Saturday, November 03, 2007

- Jay - a secret i cannot tell -

I'm having a major dilemma.

No, it's not this blogging drought I've been having. No, it's not the lack of exam study that I have done, while working at burswood has taken up much of the time.

It's this Jay Chou thing. It is driving me insane.I have to decide by the beginning of next week if I am to go to Jay's concert in Singapore in January. I have just spoken to my parents and this is what it comes down to. I go. BUT, I will be trading in the end of year trip to Taiwan. That a big fucking trade. If I go to the concert, I think I will also be risking mum's happiness. She is not keen at all about spending almost $1000 on Jay. I guess it's understandable. But here I go again with the narcissism of my own happiness and freedom. It's just like everytime I am denied of anything, I get the nostalgic feeling to yearn for more liberty. God only knows I've upset my mum way too many times, and her high blood pressure will probably be caused by me *touch wood*.

What do I do? They almost agreed, so my next move will be to confirm flight tickets and Jay tickets.
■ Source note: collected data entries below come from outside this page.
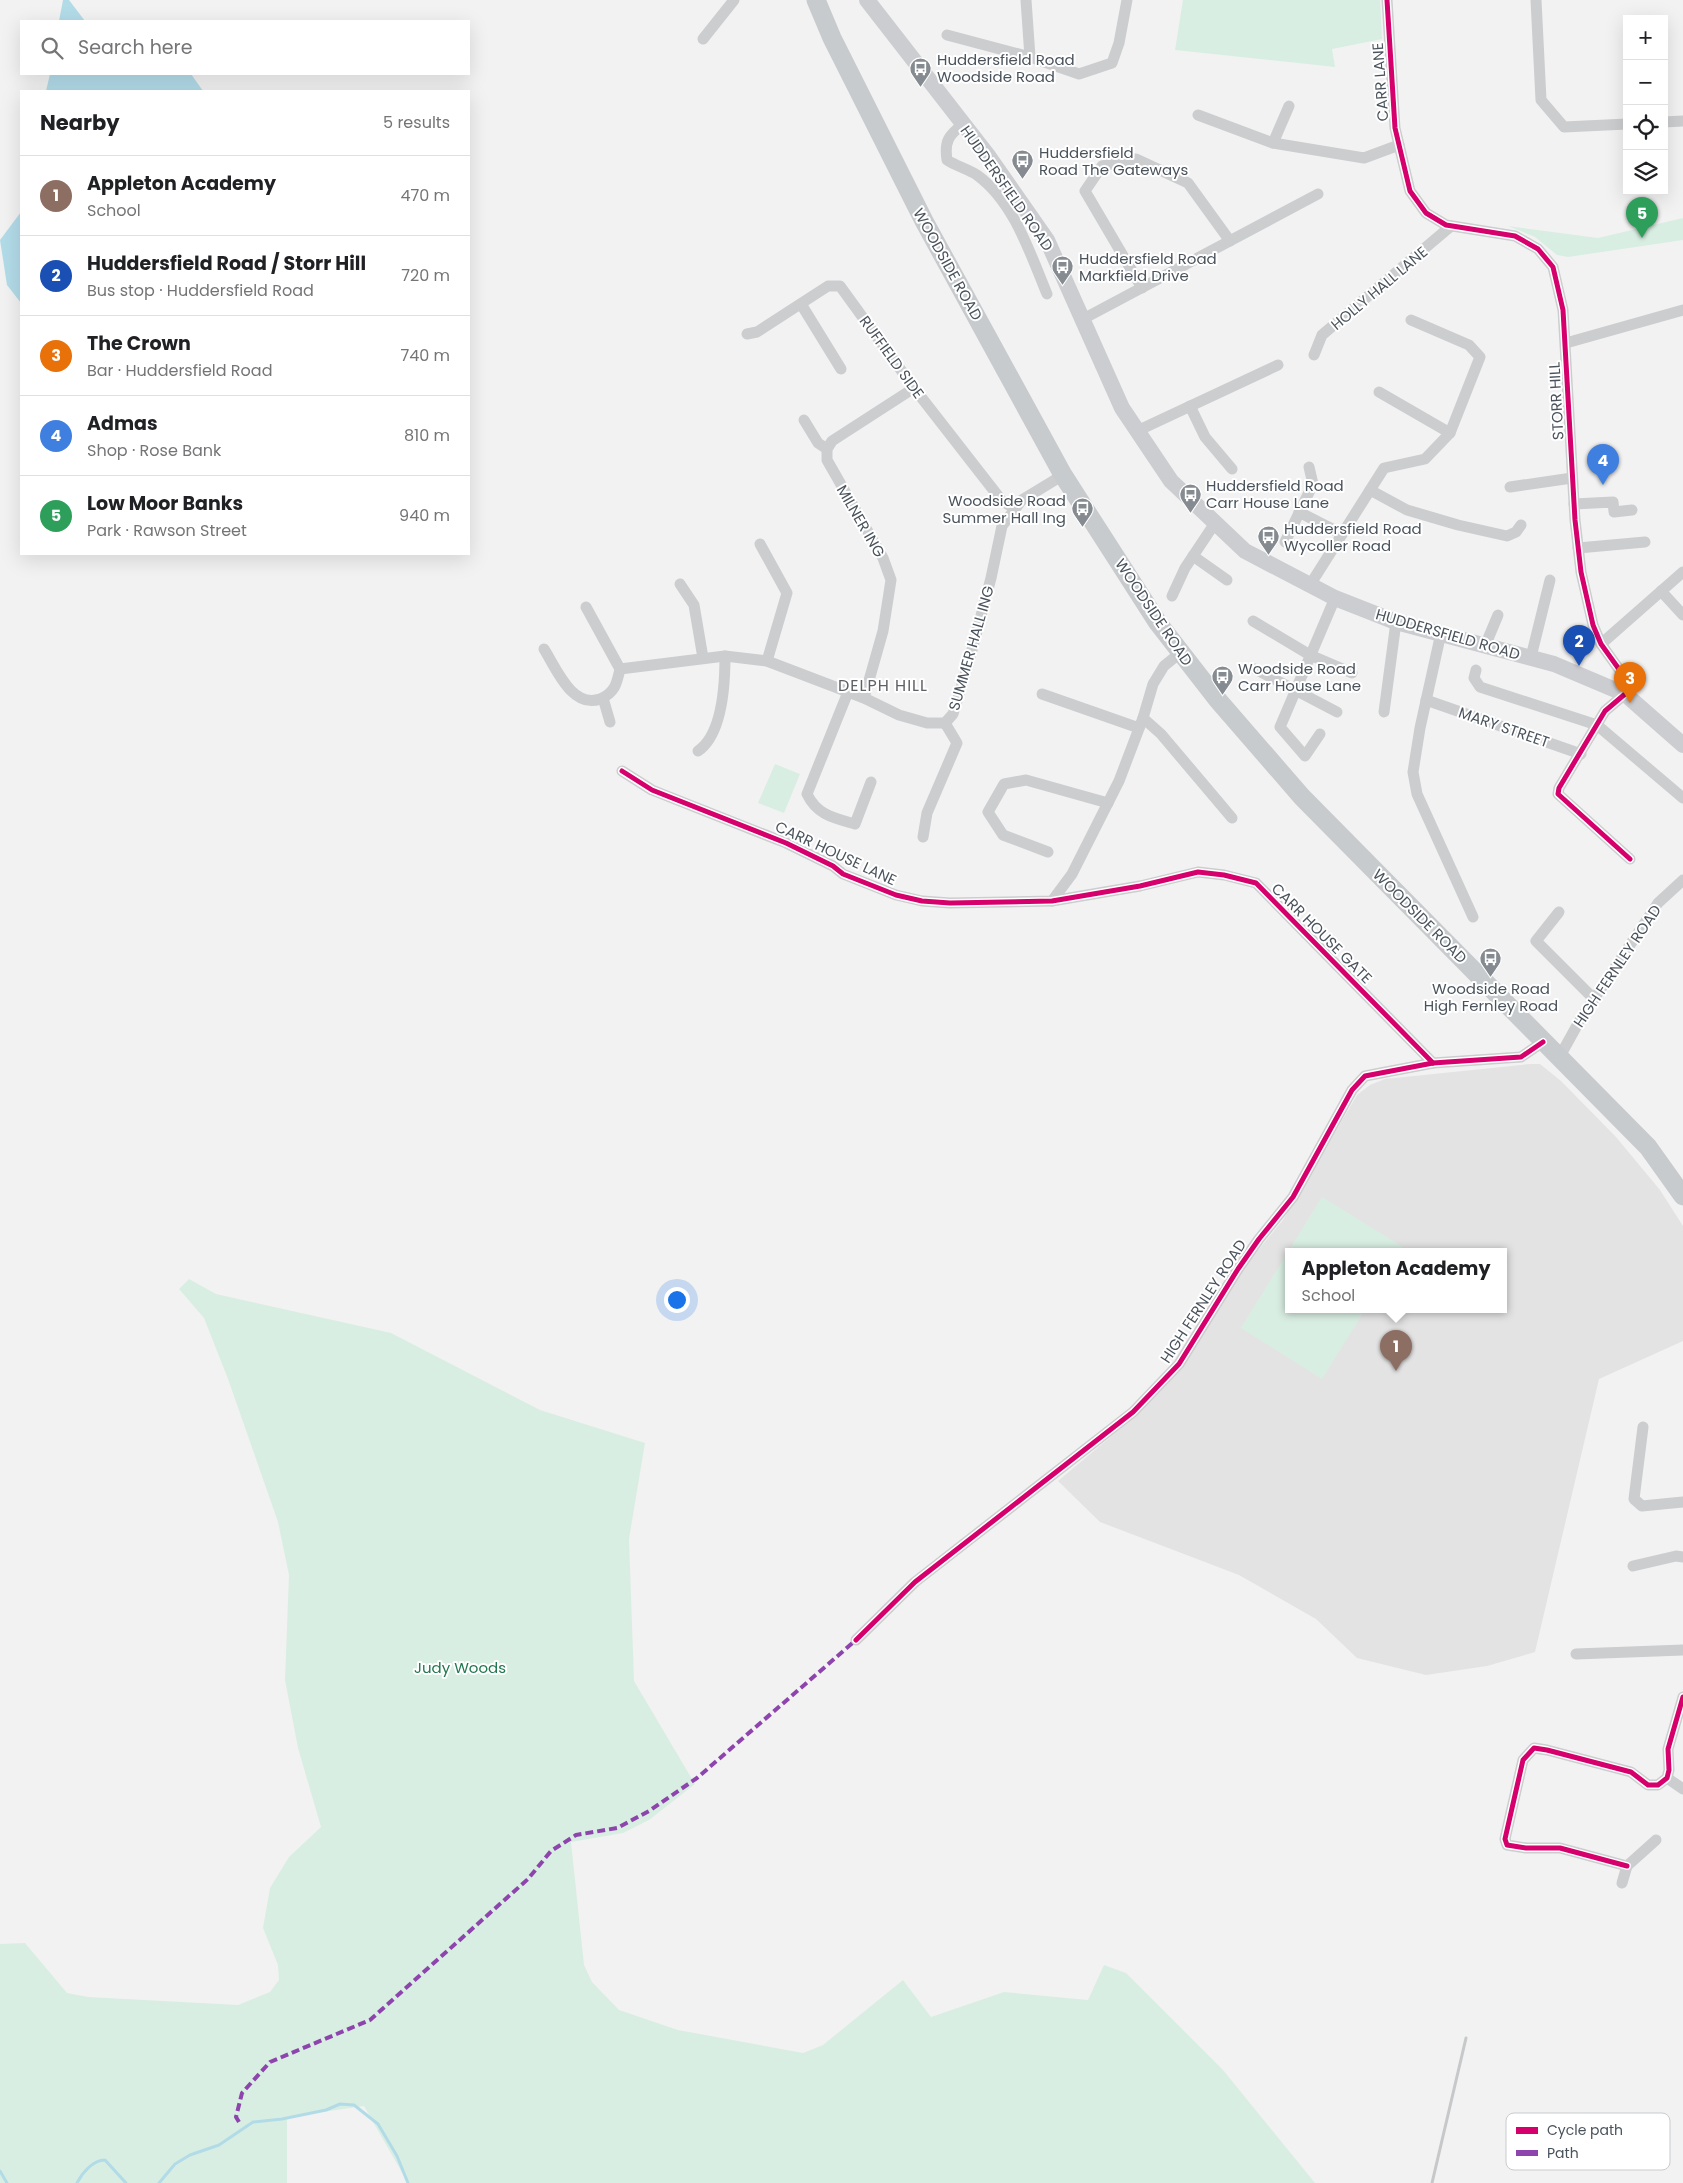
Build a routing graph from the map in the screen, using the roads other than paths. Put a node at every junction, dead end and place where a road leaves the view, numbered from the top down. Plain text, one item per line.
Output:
1 (734, 0) edge
2 (816, 0) edge
3 (867, 0) edge
4 (1026, 0) edge
5 (1127, 0) edge
6 (1387, 0) edge
7 (1536, 0) edge
8 (947, 35) dead end
9 (703, 39) dead end
10 (1030, 57) junction
11 (1289, 106) dead end
12 (1198, 116) dead end
13 (1683, 121) edge
14 (1668, 122) edge
15 (964, 124) junction
16 (1623, 124) edge
17 (1274, 142) junction
18 (1399, 146) junction
19 (1410, 191) joint
20 (1318, 194) dead end
21 (1451, 226) junction
22 (1230, 241) junction
23 (1142, 288) junction
24 (1047, 294) dead end
25 (801, 304) junction
26 (1683, 310) edge
27 (1083, 320) junction
28 (1411, 320) dead end
29 (747, 334) dead end
30 (1566, 343) junction
31 (1314, 355) dead end
32 (1278, 365) dead end
33 (841, 368) dead end
34 (914, 388) junction
35 (1380, 392) dead end
36 (1190, 406) junction
37 (804, 420) dead end
38 (1137, 430) junction
39 (1450, 433) junction
40 (827, 448) junction
41 (1310, 467) dead end
42 (1232, 469) dead end
43 (1063, 474) junction
44 (1572, 478) junction
45 (1510, 487) dead end
46 (1370, 490) junction
47 (1574, 504) junction
48 (1014, 508) junction
49 (1632, 510) dead end
50 (1300, 512) junction
51 (1215, 523) junction
52 (1521, 525) dead end
53 (1342, 534) junction
54 (1285, 542) dead end
55 (1645, 542) dead end
56 (760, 544) dead end
57 (1578, 548) junction
58 (1193, 556) junction
59 (1683, 572) edge
60 (1227, 580) dead end
61 (1550, 580) dead end
62 (680, 584) dead end
63 (1310, 585) junction
64 (1661, 591) junction
65 (1172, 596) dead end
66 (1334, 598) junction
67 (586, 607) dead end
68 (1498, 615) dead end
69 (1683, 615) edge
70 (1253, 621) dead end
71 (1396, 622) junction
72 (1441, 633) junction
73 (1601, 644) junction
74 (1485, 646) junction
75 (544, 649) dead end
76 (1180, 653) junction
77 (1310, 655) junction
78 (726, 656) junction
79 (1530, 657) junction
80 (702, 658) junction
81 (767, 661) junction
82 (620, 669) junction
83 (1255, 669) dead end
84 (1476, 670) dead end
85 (1352, 673) dead end
86 (1296, 690) junction
87 (848, 692) junction
88 (1042, 694) dead end
89 (1625, 694) junction
90 (603, 698) junction
91 (864, 698) junction
92 (1426, 700) junction
93 (1337, 712) dead end
94 (1384, 712) dead end
95 (610, 722) dead end
96 (944, 723) junction
97 (1141, 723) junction
98 (1597, 725) junction
99 (1320, 734) dead end
100 (1683, 745) edge
101 (698, 751) dead end
102 (1581, 754) junction
103 (622, 771) dead end
104 (871, 782) dead end
105 (1683, 798) edge
106 (1108, 803) junction
107 (1232, 818) dead end
108 (923, 837) dead end
109 (1048, 852) dead end
110 (1630, 859) dead end
111 (1683, 880) edge
112 (1052, 901) junction
113 (1559, 912) dead end
114 (1473, 917) dead end
115 (1594, 999) junction
116 (1543, 1042) junction
117 (1559, 1058) junction
118 (1433, 1063) junction
119 (1683, 1196) edge
120 (1643, 1428) dead end
121 (1683, 1502) edge
122 (1683, 1557) edge
123 (1632, 1566) dead end
124 (856, 1640) dead end
125 (1683, 1650) edge
126 (1576, 1654) dead end
127 (1683, 1697) edge
128 (1667, 1778) junction
129 (1683, 1789) edge
130 (1656, 1840) dead end
131 (1627, 1866) junction
132 (1622, 1883) dead end

1 - 9 street
2 - 43 main road, WOODSIDE ROAD
3 - 15 main road, HUDDERSFIELD ROAD
4 - 10 street
5 - 10 street
6 - 18 street, CARR LANE
7 - 16 street
8 - 10 street
11 - 17 street
12 - 17 street
13 - 14 street
15 - 24 street
15 - 27 main road, HUDDERSFIELD ROAD
17 - 18 street
18 - 19 street, CARR LANE
19 - 21 street, STORR HILL
20 - 22 street
21 - 30 street, STORR HILL
21 - 31 street, HOLLY HALL LANE
22 - 23 street
22 - 23 street
23 - 27 street
25 - 29 street, RUFFIELD SIDE
25 - 33 street
25 - 34 street, RUFFIELD SIDE
26 - 30 street
27 - 38 main road, HUDDERSFIELD ROAD
28 - 39 street
30 - 44 street, STORR HILL
32 - 36 street
34 - 40 street
34 - 48 street, RUFFIELD SIDE
35 - 39 street
36 - 38 street
36 - 42 street
37 - 40 street
38 - 51 main road, HUDDERSFIELD ROAD
39 - 46 street
40 - 91 street, MILNER ING
41 - 50 street
43 - 48 street, SUMMER HALL ING
43 - 76 main road, WOODSIDE ROAD
44 - 45 street
44 - 47 street, STORR HILL
46 - 52 street
46 - 53 street
47 - 49 street
47 - 57 street, STORR HILL
48 - 96 street, SUMMER HALL ING
50 - 53 street
50 - 54 street
51 - 58 street
51 - 63 main road, HUDDERSFIELD ROAD
53 - 63 street
55 - 57 street
56 - 81 street
57 - 73 street, STORR HILL
58 - 60 street
58 - 65 street
59 - 64 street
61 - 79 street
62 - 80 street
63 - 66 main road, HUDDERSFIELD ROAD
64 - 69 street
64 - 73 street
66 - 71 main road, HUDDERSFIELD ROAD
66 - 77 street
67 - 82 street
68 - 74 street
70 - 77 street
71 - 72 main road, HUDDERSFIELD ROAD
71 - 94 street
72 - 74 main road, HUDDERSFIELD ROAD
72 - 92 street
73 - 89 street, STORR HILL
74 - 79 main road, HUDDERSFIELD ROAD
75 - 90 street
76 - 97 street
76 - 116 main road, WOODSIDE ROAD
77 - 85 street
77 - 86 street
78 - 80 street, SUMMER HALL ING
78 - 81 street, SUMMER HALL ING
78 - 101 street
79 - 89 main road, HUDDERSFIELD ROAD
80 - 82 street, SUMMER HALL ING
81 - 87 street, SUMMER HALL ING
82 - 90 street
83 - 86 street
84 - 98 street
86 - 93 street
86 - 99 street
87 - 91 street, SUMMER HALL ING
87 - 104 street
88 - 97 street
89 - 98 street
89 - 100 main road, HUDDERSFIELD ROAD
90 - 95 street
91 - 96 street, SUMMER HALL ING
92 - 102 street, MARY STREET
92 - 114 street
96 - 108 street
97 - 106 street
97 - 107 street
98 - 102 street
98 - 105 street
102 - 110 street
103 - 112 street, CARR HOUSE LANE
106 - 109 street
106 - 112 street
111 - 115 street, HIGH FERNLEY ROAD
112 - 118 street, CARR HOUSE GATE
113 - 115 street
115 - 117 street, HIGH FERNLEY ROAD
116 - 117 main road, WOODSIDE ROAD
116 - 118 street, HIGH FERNLEY ROAD
117 - 119 main road, WOODSIDE ROAD
118 - 124 street, HIGH FERNLEY ROAD
120 - 121 street
122 - 123 street
125 - 126 street
127 - 128 street
128 - 129 street
128 - 131 street
130 - 131 street
131 - 132 street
Or do I scrap the idea and make mum happy for once in my god damned life?

I feel so shallow turning this into the huge problem that I take it to be. Noelle let go of her Rain concert. And Michelle let go of DBSK concert. Should I do the same? Is it even worth the quarrel and family feud?

I think I know the answer now. I have finally thought it through.

Side note, no exam study is really shithouse. But who cares, really?